In summary, this study was the first self-controlled clinical investigation of a novel CT-MCE method. The CT-MCE system showed remarkable feasibility and safety for upper gastrointestinal examination, as well as high patient tolerance and no risk of capsule retention. This study provides preliminary evidence for the effectiveness of CT-MCE in examining the upper gastrointestinal tract, especially the esophagus and stomach. We will further validate the accuracy of CT-MCE in the diagnosis of upper gastrointestinal lesions in larger controlled clinical studies.

5 Conclusion

In conclusion, this study was the first self-controlled clinical investigation of a novel CT-MCE method. The CT-MCE system showed remarkable feasibility and safety for upper gastrointestinal examination, as well as high patient tolerance and no risk of capsule retention. This study provides preliminary evidence for the effectiveness of CT-MCE in examining the upper gastrointestinal tract, especially the esophagus and stomach.
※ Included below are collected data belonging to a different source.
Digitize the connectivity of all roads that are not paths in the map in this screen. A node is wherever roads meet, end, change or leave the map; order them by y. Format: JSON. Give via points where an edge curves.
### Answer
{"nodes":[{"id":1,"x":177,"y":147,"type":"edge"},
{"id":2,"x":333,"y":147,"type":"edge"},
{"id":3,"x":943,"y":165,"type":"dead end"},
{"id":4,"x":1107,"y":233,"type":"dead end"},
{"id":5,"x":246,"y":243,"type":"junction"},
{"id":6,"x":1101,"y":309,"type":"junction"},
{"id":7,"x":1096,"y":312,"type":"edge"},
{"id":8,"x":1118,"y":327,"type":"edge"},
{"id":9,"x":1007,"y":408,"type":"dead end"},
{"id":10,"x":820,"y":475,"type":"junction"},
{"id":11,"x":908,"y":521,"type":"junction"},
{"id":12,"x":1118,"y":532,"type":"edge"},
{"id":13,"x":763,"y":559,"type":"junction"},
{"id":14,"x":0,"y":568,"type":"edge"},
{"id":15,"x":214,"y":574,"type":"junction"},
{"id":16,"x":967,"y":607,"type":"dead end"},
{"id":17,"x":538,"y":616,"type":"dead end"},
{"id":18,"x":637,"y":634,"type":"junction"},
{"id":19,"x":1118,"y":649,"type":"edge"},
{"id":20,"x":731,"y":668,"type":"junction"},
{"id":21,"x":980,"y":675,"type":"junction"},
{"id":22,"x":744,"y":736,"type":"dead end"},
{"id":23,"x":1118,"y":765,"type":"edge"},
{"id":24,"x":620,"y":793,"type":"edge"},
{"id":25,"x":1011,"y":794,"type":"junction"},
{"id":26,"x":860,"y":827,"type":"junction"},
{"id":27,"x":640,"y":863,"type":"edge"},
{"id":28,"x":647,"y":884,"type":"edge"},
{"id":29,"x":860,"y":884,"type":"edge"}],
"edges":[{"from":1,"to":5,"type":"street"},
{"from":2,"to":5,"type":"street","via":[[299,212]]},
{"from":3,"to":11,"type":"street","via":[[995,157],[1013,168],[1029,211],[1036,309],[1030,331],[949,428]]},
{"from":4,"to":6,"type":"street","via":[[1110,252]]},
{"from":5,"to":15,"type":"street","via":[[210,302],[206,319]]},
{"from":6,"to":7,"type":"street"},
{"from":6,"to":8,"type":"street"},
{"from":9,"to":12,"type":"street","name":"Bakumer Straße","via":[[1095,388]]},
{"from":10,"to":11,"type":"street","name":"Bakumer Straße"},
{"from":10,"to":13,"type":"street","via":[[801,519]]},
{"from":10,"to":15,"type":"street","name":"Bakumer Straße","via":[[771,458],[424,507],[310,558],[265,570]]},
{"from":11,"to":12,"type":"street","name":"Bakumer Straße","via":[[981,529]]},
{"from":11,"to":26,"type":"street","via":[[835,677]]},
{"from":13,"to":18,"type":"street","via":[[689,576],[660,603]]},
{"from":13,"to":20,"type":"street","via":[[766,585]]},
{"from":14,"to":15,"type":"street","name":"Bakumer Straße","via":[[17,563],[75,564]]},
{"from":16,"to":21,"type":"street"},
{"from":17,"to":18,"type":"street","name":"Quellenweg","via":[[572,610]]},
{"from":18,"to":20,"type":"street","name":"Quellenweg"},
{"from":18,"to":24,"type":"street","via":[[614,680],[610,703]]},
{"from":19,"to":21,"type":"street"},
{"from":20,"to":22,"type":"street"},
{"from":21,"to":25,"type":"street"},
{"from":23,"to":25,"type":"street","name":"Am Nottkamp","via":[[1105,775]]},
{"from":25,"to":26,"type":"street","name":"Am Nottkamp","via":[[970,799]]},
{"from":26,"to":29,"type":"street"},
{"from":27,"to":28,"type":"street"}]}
We will further validate the accuracy of CT-MCE in the diagnosis of upper gastrointestinal lesions in larger controlled clinical studies.

Author Contributions

Ke Meng: data curation (equal), investigation (equal), methodology (equal), writing – original draft (equal). Yan Li: data curation (equal), formal analysis (equal), methodology (equal), software (equal). Bin Yan: data curation (equal), formal analysis (equal), methodology (equal), software (equal). Fei Pan: conceptualization (equal), data curation (equal), formal analysis (equal), resources (equal), software (equal), validation (equal). Jingshuang Yan: conceptualization (equal), data curation (equal), investigation (equal), resources (equal), software (equal). Guanzhou Zhou: conceptualization (equal), data curation (equal), resources (equal), software (equal), supervision (equal). Haixu Chen: conceptualization (equal), funding acquisition (lead), project administration (equal), supervision (lead), writing – review and editing (lead). Xiaomei Zhang: conceptualization (lead), investigation (lead), investigation (equal), project administration (lead), supervision (lead), writing – review and editing (equal).

Acknowledgments

This work was supported by the National Key Research and Development Program (2019YFC0120303) and was sponsored by the Beijing Nova Program (20240484678).

    Ethics Statement

    The study protocol was approved by the institutional review board of Chinese PLA General Hospital (S2022-188-01) and was registered at chictr.org.cn (ChiCTR2200060597).

    Consent

    Written informed consent was provided by all participants.

    Conflicts of Interest

    The authors declare no conflicts of interest.

    Data Availability Statement

    A peer review of empirical data will be conducted to confirm that the data reproduce the analytic results reported in the paper. The data that support the findings of this study are available on request from the corresponding author. The data are not publicly available due to privacy or ethical restrictions.